Ensure battery spaces are well ventilated.

LP Gas

Ensure all LP Gas installations are carried out and serviced by a qualified technician.
Regularly check permanent ventilators, flues and vents to ensure that they are clear.
Leakages can lead to suffocation or explosions.

Remember LP Gas is heavier than air. Any leaked gas will always flow downwards, collect in low places and will be slow to dissipate without ample ventilation and movement of air.
Always turn off gas at the bottle.

What is Fire?

In order to have a fire, there must be three elements:
Fuel -- something which will burn.
Heat -- enough to make the fuel burn.
Oxygen – air (between 16 and 21% O2)

Fire Triangle

All three elements must be present at the same time to have a fire. Fire will burn until one or more of the elements is removed, and then will go out.

It is essential that the vessel’s operator and crew be familiar with the proper use of portable extinguishers and know when and when not to use them. In the event of a fire, deck crew should respond in accordance with a pre-arranged fire-emergency plan. Specifically trained and designated crew members will evaluate the fire scene and, if the fire is small and conditions are reasonably safe, use a fire extinguisher to fight the fire. If the fire is large or conditions are unsafe, all crew members and passengers will evacuate.

Classes of Fires

There are four classes of fires. All fire extinguishers are labeled, using standard symbols, for the classes of fires on which they can be used. A red slash through any of the symbols tells you the extinguisher cannot be used on that class of fire. A missing symbol tells you only that the extinguisher has not been tested for a given class of fire, but may be used if an extinguisher labeled for that class of fire is not available.

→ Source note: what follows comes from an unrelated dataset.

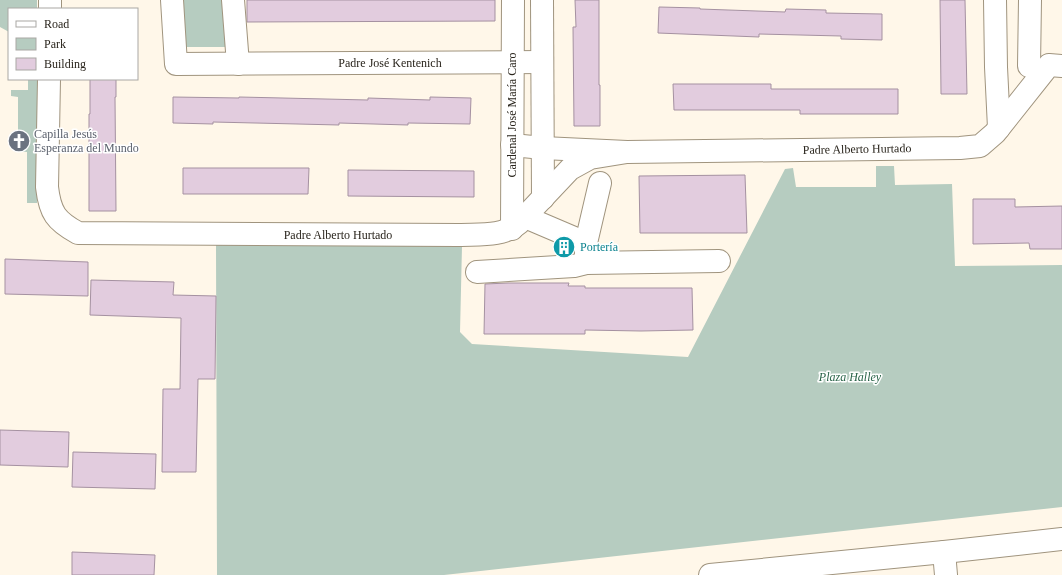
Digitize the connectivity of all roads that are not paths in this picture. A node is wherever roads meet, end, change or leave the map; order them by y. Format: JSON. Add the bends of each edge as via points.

· Class A – Anything that would leave an ash residue: wood, paper, textiles, rubber, plastic, etc.

· Class B – Any combustible liquid: oils, grease, alcohols, paints, and etc.

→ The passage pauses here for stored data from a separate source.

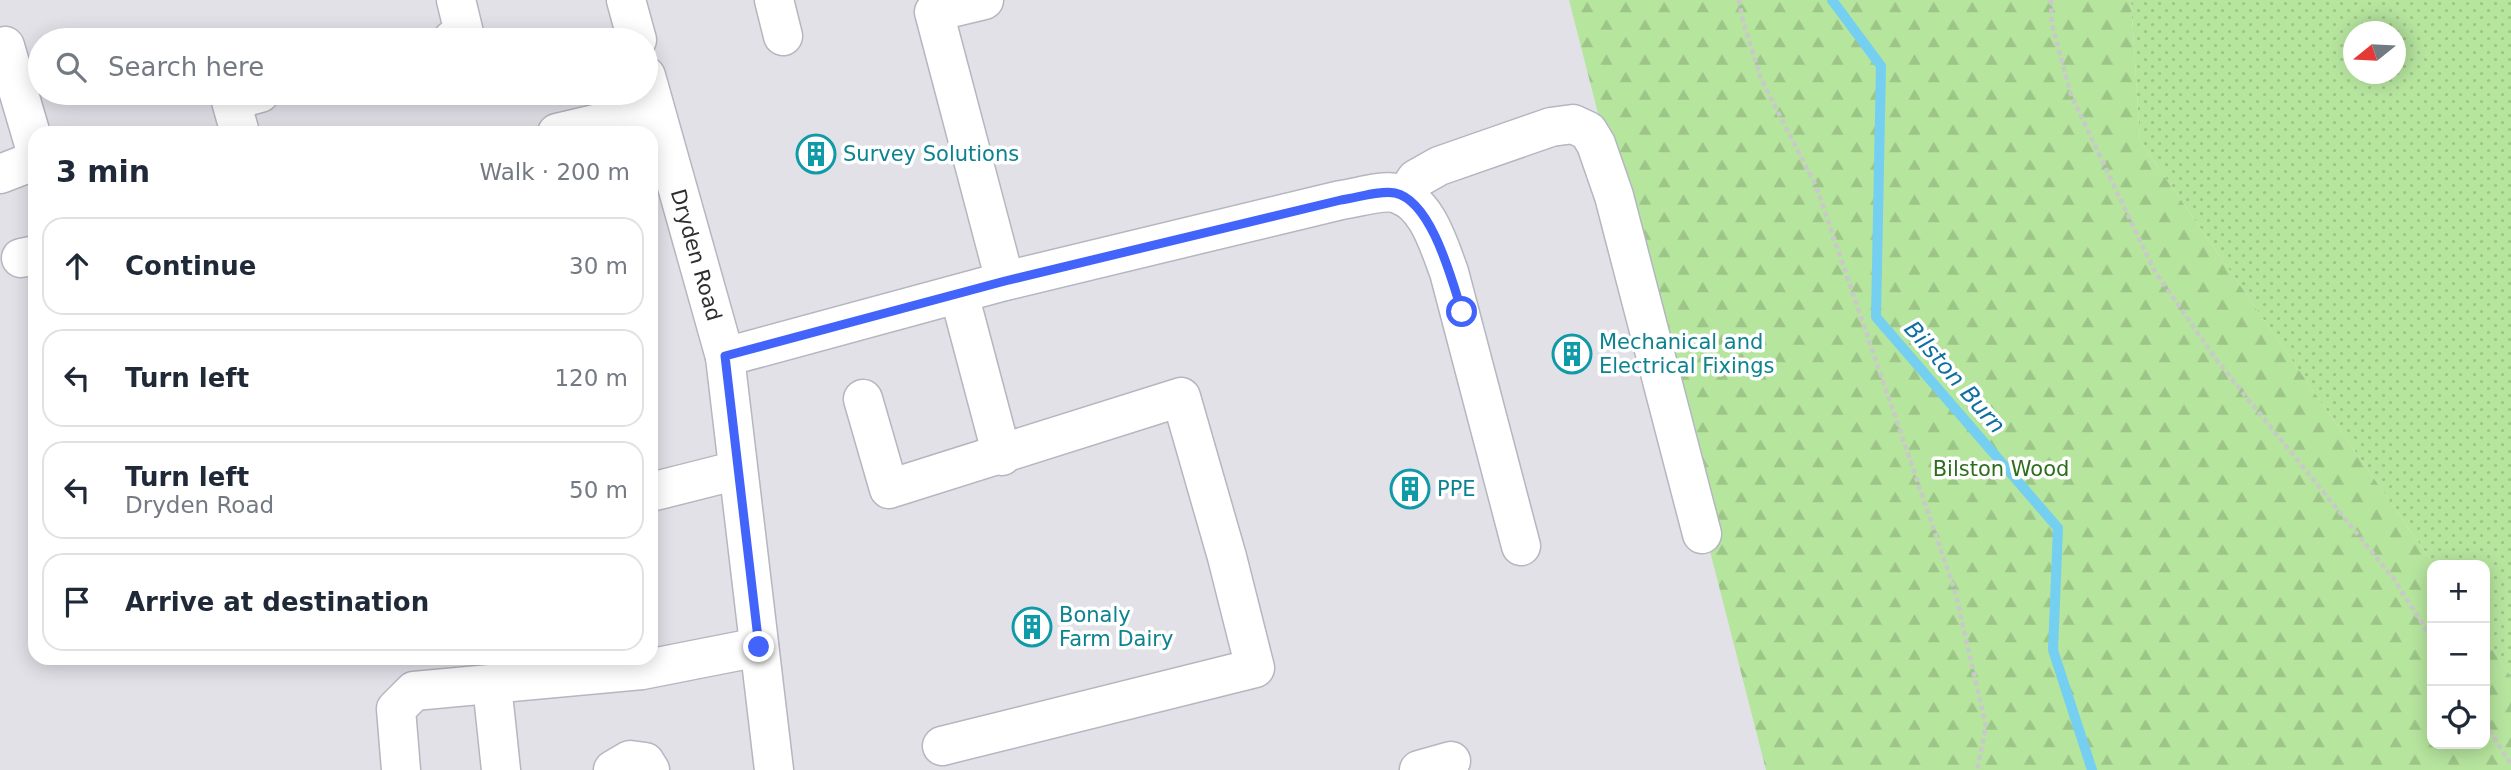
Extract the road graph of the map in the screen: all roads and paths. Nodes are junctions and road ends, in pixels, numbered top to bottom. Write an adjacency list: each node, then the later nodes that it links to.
1 (456, 0): 6 (street)
2 (626, 0): 7 (street)
3 (984, 0): 18 (street)
4 (1740, 0): 38 (path)
5 (2051, 0): 27 (path)
6 (463, 28)
7 (634, 28)
8 (5, 46): 12 (street)
9 (232, 105): 13 (street)
10 (622, 105): 14 (street)
11 (653, 105): 20 (street, Dryden Road)
12 (29, 126)
13 (238, 126)
14 (573, 126)
15 (28, 164): 16 (street)
16 (0, 174)
17 (1404, 197): 18 (street); 25 (street); 26 (street)
18 (1005, 281): 19 (street)
19 (959, 294): 20 (street); 22 (street)
20 (725, 356): 23 (street, Dryden Road)
21 (863, 399): 22 (street)
22 (1002, 456): 31 (street)
23 (738, 470): 24 (street); 28 (street, Dryden Road)
24 (658, 490)
25 (1702, 534)
26 (1521, 546)
27 (2427, 631)
28 (759, 647): 29 (street); 37 (street, Dryden Road)
29 (492, 685): 33 (street); 34 (street)
30 (2490, 731): 32 (path)
31 (942, 746)
32 (2511, 764)
33 (401, 770)
34 (501, 770)
35 (613, 770): 36 (street)
36 (650, 770)
37 (774, 770)
38 (1977, 770)

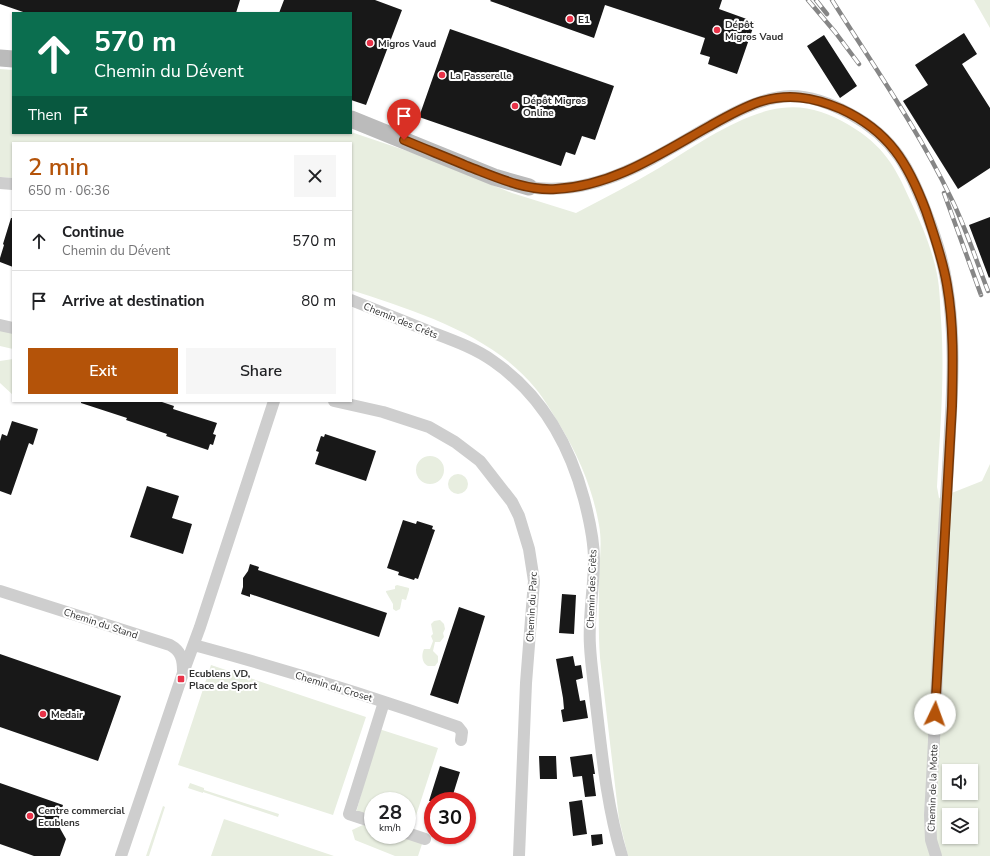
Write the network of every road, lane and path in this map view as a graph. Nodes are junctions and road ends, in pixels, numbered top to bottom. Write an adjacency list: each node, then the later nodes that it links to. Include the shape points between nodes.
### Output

· Class C – Anything involving electricity: electrical equipment and motors, circuits, and etc.

· Class D – Any combustible metal: magnesium aluminum, and etc.

Remember that the extinguisher must be appropriate for the type of fire being fought. Multipurpose fire extinguishers, labeled ABC, may be used on all three classes of fire. If you use the wrong type of extinguisher, you can endanger yourself and make the fire worse. It is also very dangerous to use water or an extinguisher labeled only for Class A fires on a cooking-grease or electrical fire.

Fire Extinguisher Sizes

Portable extinguishers are also rated for the size of fire they can handle. This rating is expressed as a number from 1 to 40 for Class A fires and from 1 to 640 for Class B fires. This rating will appear on the label --- 2A:10B:C, for example. The larger the numbers, the larger the fire of a specific class on which the extinguisher can be used (but higher-rated models are often heavier - make sure you can hold and operate an extinguisher before you buy it). No number accompanies an extinguisher's Class C rating. The C on the label indicates only that the extinguisher is safe to use on electrical fires.

Extinguishers for Class D fires must match the type of metal that is burning. These extinguishers do not use numerical ratings. Extinguishers for Class D fires are labeled with a list detailing the metals that match the unit's extinguishing agent.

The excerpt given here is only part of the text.